◆ Your task
What do the entries below say? Restate them word for word.

◆ Listed records
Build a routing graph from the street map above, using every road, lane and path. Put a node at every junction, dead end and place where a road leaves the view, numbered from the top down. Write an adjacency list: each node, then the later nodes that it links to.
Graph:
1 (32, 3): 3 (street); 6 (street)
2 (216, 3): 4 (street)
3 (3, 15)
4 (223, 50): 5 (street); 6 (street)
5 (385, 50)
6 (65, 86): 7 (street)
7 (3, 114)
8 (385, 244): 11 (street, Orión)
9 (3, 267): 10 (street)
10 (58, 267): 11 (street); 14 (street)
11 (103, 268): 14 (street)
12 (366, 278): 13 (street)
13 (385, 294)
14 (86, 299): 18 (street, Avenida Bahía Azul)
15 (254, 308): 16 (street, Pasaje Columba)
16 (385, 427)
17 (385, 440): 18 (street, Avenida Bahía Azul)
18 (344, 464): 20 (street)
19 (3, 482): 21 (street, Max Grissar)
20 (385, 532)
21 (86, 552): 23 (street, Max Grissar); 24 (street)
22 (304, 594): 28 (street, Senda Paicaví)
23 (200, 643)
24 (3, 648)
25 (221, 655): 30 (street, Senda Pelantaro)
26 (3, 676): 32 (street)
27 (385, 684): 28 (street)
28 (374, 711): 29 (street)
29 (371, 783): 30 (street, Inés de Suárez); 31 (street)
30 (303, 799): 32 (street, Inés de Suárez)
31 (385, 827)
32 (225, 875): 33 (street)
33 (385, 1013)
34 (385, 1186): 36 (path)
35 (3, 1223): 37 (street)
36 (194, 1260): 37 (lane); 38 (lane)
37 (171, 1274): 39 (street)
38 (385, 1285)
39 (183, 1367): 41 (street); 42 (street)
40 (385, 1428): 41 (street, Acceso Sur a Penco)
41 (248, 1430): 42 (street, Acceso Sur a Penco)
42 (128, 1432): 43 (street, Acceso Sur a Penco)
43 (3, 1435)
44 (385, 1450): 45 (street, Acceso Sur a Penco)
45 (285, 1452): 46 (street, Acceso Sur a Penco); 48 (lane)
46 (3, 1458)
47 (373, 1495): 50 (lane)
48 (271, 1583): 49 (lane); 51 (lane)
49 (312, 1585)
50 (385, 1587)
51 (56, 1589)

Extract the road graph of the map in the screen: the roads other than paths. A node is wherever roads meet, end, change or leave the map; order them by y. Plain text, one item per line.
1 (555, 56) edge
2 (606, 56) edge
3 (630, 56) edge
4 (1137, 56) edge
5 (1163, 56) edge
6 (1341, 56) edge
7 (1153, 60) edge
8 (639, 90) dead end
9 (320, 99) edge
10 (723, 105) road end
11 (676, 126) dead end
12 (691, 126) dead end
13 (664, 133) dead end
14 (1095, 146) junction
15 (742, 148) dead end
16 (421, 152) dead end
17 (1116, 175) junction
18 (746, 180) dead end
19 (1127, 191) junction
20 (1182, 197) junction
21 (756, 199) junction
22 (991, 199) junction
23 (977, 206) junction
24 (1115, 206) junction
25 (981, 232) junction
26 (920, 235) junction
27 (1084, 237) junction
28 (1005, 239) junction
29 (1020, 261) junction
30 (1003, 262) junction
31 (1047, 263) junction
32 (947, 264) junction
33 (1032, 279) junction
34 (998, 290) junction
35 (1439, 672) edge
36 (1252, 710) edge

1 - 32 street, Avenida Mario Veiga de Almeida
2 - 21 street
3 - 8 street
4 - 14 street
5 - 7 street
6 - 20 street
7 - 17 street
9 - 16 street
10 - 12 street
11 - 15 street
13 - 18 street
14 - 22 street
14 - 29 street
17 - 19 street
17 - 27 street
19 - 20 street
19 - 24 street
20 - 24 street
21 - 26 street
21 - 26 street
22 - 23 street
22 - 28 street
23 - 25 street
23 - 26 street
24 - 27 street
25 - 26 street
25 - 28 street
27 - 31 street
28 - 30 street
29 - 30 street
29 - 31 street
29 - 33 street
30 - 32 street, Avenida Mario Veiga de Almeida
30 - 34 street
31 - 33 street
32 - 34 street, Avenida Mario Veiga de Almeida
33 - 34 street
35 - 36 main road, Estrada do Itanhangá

◆ Written response
Build a routing graph from the street map above, using every road, lane and path. Put a node at every junction, dead end and place where a road leaves the view, numbered from the top down. Write an adjacency list: each node, then the later nodes that it links to.
Graph:
1 (32, 3): 3 (street); 6 (street)
2 (216, 3): 4 (street)
3 (3, 15)
4 (223, 50): 5 (street); 6 (street)
5 (385, 50)
6 (65, 86): 7 (street)
7 (3, 114)
8 (385, 244): 11 (street, Orión)
9 (3, 267): 10 (street)
10 (58, 267): 11 (street); 14 (street)
11 (103, 268): 14 (street)
12 (366, 278): 13 (street)
13 (385, 294)
14 (86, 299): 18 (street, Avenida Bahía Azul)
15 (254, 308): 16 (street, Pasaje Columba)
16 (385, 427)
17 (385, 440): 18 (street, Avenida Bahía Azul)
18 (344, 464): 20 (street)
19 (3, 482): 21 (street, Max Grissar)
20 (385, 532)
21 (86, 552): 23 (street, Max Grissar); 24 (street)
22 (304, 594): 28 (street, Senda Paicaví)
23 (200, 643)
24 (3, 648)
25 (221, 655): 30 (street, Senda Pelantaro)
26 (3, 676): 32 (street)
27 (385, 684): 28 (street)
28 (374, 711): 29 (street)
29 (371, 783): 30 (street, Inés de Suárez); 31 (street)
30 (303, 799): 32 (street, Inés de Suárez)
31 (385, 827)
32 (225, 875): 33 (street)
33 (385, 1013)
34 (385, 1186): 36 (path)
35 (3, 1223): 37 (street)
36 (194, 1260): 37 (lane); 38 (lane)
37 (171, 1274): 39 (street)
38 (385, 1285)
39 (183, 1367): 41 (street); 42 (street)
40 (385, 1428): 41 (street, Acceso Sur a Penco)
41 (248, 1430): 42 (street, Acceso Sur a Penco)
42 (128, 1432): 43 (street, Acceso Sur a Penco)
43 (3, 1435)
44 (385, 1450): 45 (street, Acceso Sur a Penco)
45 (285, 1452): 46 (street, Acceso Sur a Penco); 48 (lane)
46 (3, 1458)
47 (373, 1495): 50 (lane)
48 (271, 1583): 49 (lane); 51 (lane)
49 (312, 1585)
50 (385, 1587)
51 (56, 1589)

Extract the road graph of the map in the screen: the roads other than paths. A node is wherever roads meet, end, change or leave the map; order them by y. Plain text, one item per line.
1 (555, 56) edge
2 (606, 56) edge
3 (630, 56) edge
4 (1137, 56) edge
5 (1163, 56) edge
6 (1341, 56) edge
7 (1153, 60) edge
8 (639, 90) dead end
9 (320, 99) edge
10 (723, 105) road end
11 (676, 126) dead end
12 (691, 126) dead end
13 (664, 133) dead end
14 (1095, 146) junction
15 (742, 148) dead end
16 (421, 152) dead end
17 (1116, 175) junction
18 (746, 180) dead end
19 (1127, 191) junction
20 (1182, 197) junction
21 (756, 199) junction
22 (991, 199) junction
23 (977, 206) junction
24 (1115, 206) junction
25 (981, 232) junction
26 (920, 235) junction
27 (1084, 237) junction
28 (1005, 239) junction
29 (1020, 261) junction
30 (1003, 262) junction
31 (1047, 263) junction
32 (947, 264) junction
33 (1032, 279) junction
34 (998, 290) junction
35 (1439, 672) edge
36 (1252, 710) edge

1 - 32 street, Avenida Mario Veiga de Almeida
2 - 21 street
3 - 8 street
4 - 14 street
5 - 7 street
6 - 20 street
7 - 17 street
9 - 16 street
10 - 12 street
11 - 15 street
13 - 18 street
14 - 22 street
14 - 29 street
17 - 19 street
17 - 27 street
19 - 20 street
19 - 24 street
20 - 24 street
21 - 26 street
21 - 26 street
22 - 23 street
22 - 28 street
23 - 25 street
23 - 26 street
24 - 27 street
25 - 26 street
25 - 28 street
27 - 31 street
28 - 30 street
29 - 30 street
29 - 31 street
29 - 33 street
30 - 32 street, Avenida Mario Veiga de Almeida
30 - 34 street
31 - 33 street
32 - 34 street, Avenida Mario Veiga de Almeida
33 - 34 street
35 - 36 main road, Estrada do Itanhangá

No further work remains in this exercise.